Equidem adulescentulus, cum iam tu fama gloriaque floreres, te sequi, tibi “longo sed proximus intervallo” et esse et haberi concupiscebam. Et erant multa clarissima ingenia; sed tu mihi (ita similitudo naturae ferebat) maxime imitabilis,  maxime imitandus videbaris. Quo magis gaudeo, quod si quis de studiis sermo, una nominamur, quod de te loquentibus statim occurro. Nec desunt qui utrique nostrum praeferantur. Sed nos, nihil interest mea quo loco, iungimur; nam mihi primus, qui a te proximus.

 

 

From Tertullian.org

Cicero On Using “Leftover Time” for Writing Projects

Cicero, Laws 1.8-10

M. I do understand that I have been promising this work for a long time now, Atticus. It is something I would not refuse if any bit of open and free time were allotted to me. A work as momentous as this cannot be taken up when one’s efforts are occupied and his mind is elsewhere. It is really necessary to be free from worry and business.

A. What about the other things you have written more of than any of our people? What free time did you have set aside then?

M. These ‘leftover moments’ occur and I will not suffer wasting them—as when there are some days set aside for going to the country, I write something equal to what the number of days allow. But a history cannot be begun unless there is dedicated time and it can’t be completed in a short time. I habitually weigh down my thought when, once I have started, I am distracted by something else. And once a project is interrupted, I do not finish what was started easily.”

M. Intellego equidem a me istum laborem iam diu postulari, Attice; quem non recusarem, si mihi ullum tribueretur vacuum tempus et liberum; neque enim occupata opera neque inpedito animo res tanta suscipi potest; utrumque opus est, et cura vacare et negotio.

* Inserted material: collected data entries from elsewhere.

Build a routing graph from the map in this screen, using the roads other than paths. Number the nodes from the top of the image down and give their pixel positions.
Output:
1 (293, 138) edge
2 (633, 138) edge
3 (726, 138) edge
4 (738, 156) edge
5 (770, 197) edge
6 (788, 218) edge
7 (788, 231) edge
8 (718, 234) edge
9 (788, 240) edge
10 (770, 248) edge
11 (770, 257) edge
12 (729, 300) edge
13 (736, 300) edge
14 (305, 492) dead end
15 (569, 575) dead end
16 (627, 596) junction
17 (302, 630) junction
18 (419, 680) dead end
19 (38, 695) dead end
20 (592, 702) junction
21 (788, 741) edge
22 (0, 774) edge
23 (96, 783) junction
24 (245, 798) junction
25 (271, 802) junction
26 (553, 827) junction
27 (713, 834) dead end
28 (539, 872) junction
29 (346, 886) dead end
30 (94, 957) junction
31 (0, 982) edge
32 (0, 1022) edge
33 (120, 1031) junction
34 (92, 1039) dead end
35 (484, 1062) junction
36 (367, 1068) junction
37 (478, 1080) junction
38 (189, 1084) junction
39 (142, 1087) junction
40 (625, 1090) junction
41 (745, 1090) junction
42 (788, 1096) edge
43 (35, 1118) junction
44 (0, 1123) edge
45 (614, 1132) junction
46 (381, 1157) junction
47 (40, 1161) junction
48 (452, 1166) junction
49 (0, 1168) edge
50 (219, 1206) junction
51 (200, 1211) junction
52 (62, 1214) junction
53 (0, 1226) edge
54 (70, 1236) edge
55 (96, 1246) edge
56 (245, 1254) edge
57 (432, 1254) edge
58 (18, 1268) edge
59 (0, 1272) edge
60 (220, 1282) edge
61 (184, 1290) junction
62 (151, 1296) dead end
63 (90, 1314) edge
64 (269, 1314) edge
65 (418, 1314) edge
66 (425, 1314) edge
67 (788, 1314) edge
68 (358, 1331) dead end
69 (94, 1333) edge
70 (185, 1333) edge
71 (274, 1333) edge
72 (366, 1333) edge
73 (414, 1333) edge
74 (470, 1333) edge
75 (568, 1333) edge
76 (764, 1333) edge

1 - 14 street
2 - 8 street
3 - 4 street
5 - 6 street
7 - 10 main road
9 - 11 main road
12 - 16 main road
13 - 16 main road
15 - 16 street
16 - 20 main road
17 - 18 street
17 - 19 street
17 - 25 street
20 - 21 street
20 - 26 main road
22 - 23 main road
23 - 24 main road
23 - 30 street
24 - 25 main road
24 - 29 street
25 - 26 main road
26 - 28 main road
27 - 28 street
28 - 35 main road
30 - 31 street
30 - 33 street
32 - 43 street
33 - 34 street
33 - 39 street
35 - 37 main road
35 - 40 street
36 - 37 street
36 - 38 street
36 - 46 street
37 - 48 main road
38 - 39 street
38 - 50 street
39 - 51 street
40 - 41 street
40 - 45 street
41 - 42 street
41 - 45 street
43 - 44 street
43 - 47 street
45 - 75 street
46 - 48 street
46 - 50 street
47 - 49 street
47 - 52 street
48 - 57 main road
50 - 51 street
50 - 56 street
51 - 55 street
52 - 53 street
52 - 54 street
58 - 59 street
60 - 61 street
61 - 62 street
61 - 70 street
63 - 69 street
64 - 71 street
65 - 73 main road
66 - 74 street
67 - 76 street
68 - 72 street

A. Quid ad cetera. quae scripsisti plura quam quisquam e nostris? quod tibi tandem tempus vacuum fuit concessum?

M. Subsiciva quaedam tempora incurrunt, quae ego perire non patior, ut, si qui dies ad rusticandum dati sint, ad eorum numerum adcommodentur quae scribimus. historia vero nec institui potest nisi praeparato otio nec exiguo tempore absolvi, et ego animi pendere soleo, cum semel quid orsus sum,1 si traducor alio, neque tam facile interrupta contexo quam absolvo instituta.

I encourage everyone to copy “Intellego equidem a me istum laborem iam diu postulari” and paste it liberally into emails explaining why you have yet to complete that review, abstract, etc. etc. Take a break for a day or a nap for an hour. Let Cicero speak for you!